Situ Lengkong: A lake of ten thousands water lilies

By Wawan S. Husin

CIAMIS, West Java (JP): If you are tired of big cities,
drowning in a sea of paper, or have a headache from the incessant
ringing of the telephone and glare of the computer monitor screen
please come to Situ Lengkong in the small city of Panjalu. The
city is about 130 kms east of Bandung, or about 35kms to the
southeast of Tasikmalaya.

Panjalu is a kecamatan (subdistrict) city of about 50,000
people. Downtown is about three square kilometers where people
can find a market, public transport terminal (to/from Bandung,
Tasikmalaya) and other local routes. Close to the market are some
food stalls, shops, bank (BRI), playing field, mosque, post
office, local government offices and police station. It is quiet
at night.

Situ Lengkong - as the locals call the lake - is a lake of
about 7 square kilometers in the heart of the area, about 300
meters from the terminal. Local people come in crowds and enjoy
themselves around the lake during Sundays and holidays. Some
visitors even come from other cities (Banjar, Ciamis,
Pangandaran, Tasikmalaya). People from Bandung, Jakarta and other
provinces also spend their weekends there.

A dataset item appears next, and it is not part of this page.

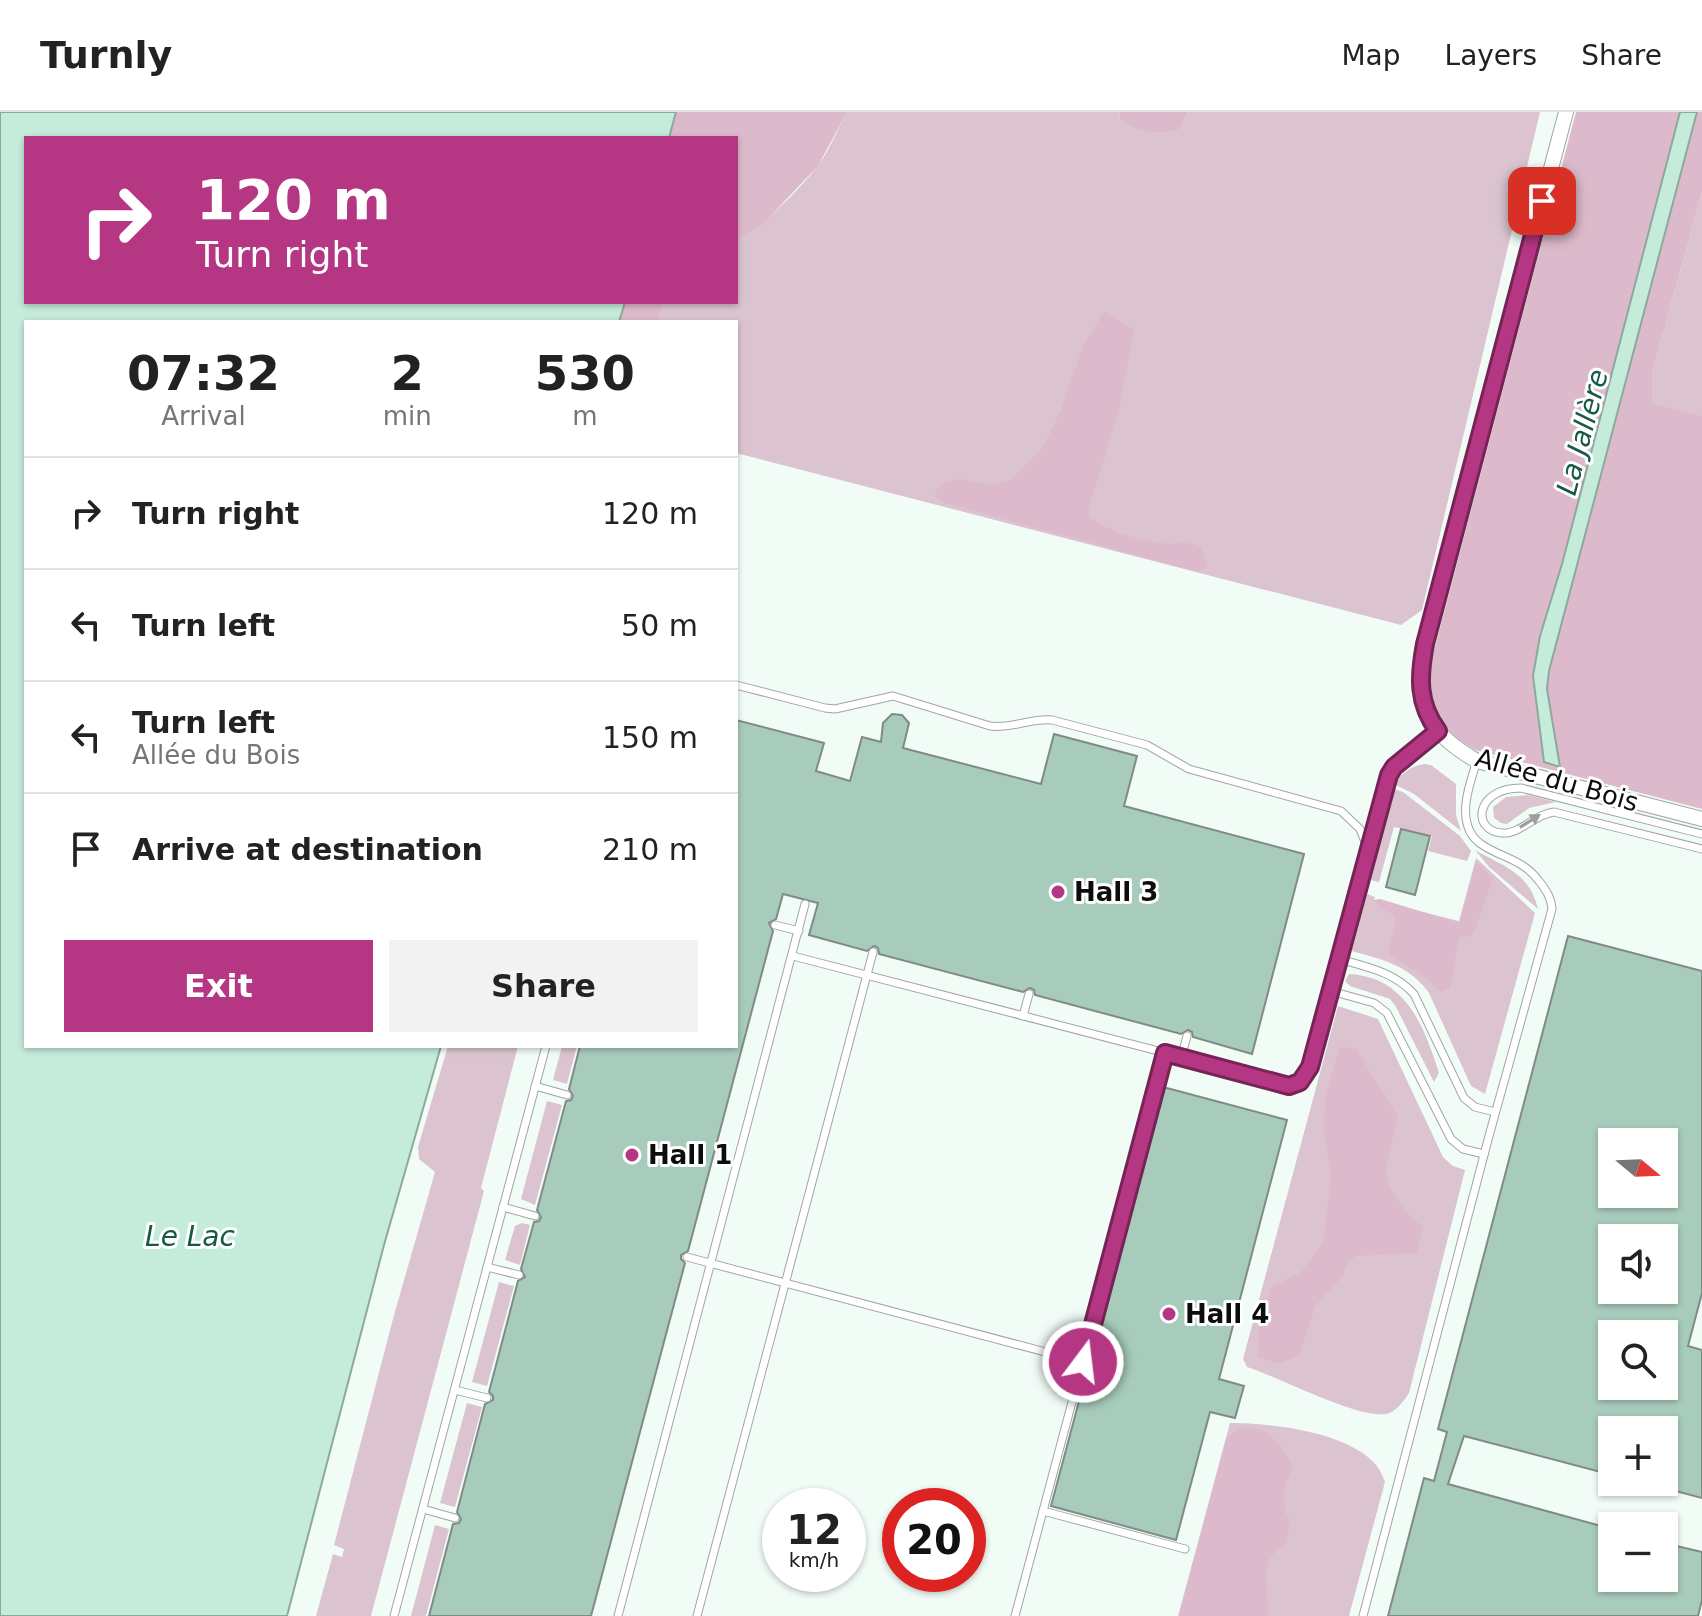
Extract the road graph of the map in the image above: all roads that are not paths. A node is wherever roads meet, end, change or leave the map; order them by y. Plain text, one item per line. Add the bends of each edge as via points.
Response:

The locals are very proud of the lake, and some even think it
has a special characteristic that fascinates them. There is no
single river flowing into the lake, yet it "...is always full of
water even in the dry season," said Ceu Nonoh. She is a local and
has been living around the lake since she was born. She takes
care of the cemetery of the Pangeran Anom (the viceroy) on the
banks of the lake.

There is a beautiful island in the middle of the lake where
Raden Borosngora (one of the holy men who took Islam from
Cheribon to Kawali, Panjalu) was buried.

His cemetery was a place of pilgrimage for a lot of people
from cities in West Java and even from East or Central Java. When
I was there, three groups of people visited, from Depok, West
Java, Purwokerto, Central Java and East Java. They prayed around
the cemetery and Pak Ade (the caretaker of the area) explained
about the holy man and his supernatural powers. He then led the
prayers. A group of people meditated around the area near or
inside the shelter there or waited to pray near the cemetery of
the holy man. Books
about the story of the old kingdom of Panjalu are available for
visitors to buy.

Water lilies

If you want to enjoy the lake, please come very early in the
morning when the fog and smoke are still swirling over the
surface of the water. You can sit on the papanggon -- rafts of
bamboo where the locals wash -- or on the bank of the lake where
the dew wets the grass. Sit freely and relax, and if you practice
yoga, then it is the place where you can do your asanas. Look at
the water surface, the green bushes, bamboos and trees on the
island, about 700 meters from bank of the lake. Hundreds of large
bats hang from the old trees, asleep. Some can be heard making a
"criieekkk, criiieeekkk" noise.

Standing still or sitting by the lake, relaxing your muscles,
I would suggest you should start by looking at those water lilies
close to your eyes. Or touch them, they are there for you to
smell and touch. Touchable, smellable, visible and real. They are
blossoming, displaying their pink flowers and greenish-reddish
leaves floating on the water. One or two wooden boats are passing
by and at a distance locals are catching fish with nets.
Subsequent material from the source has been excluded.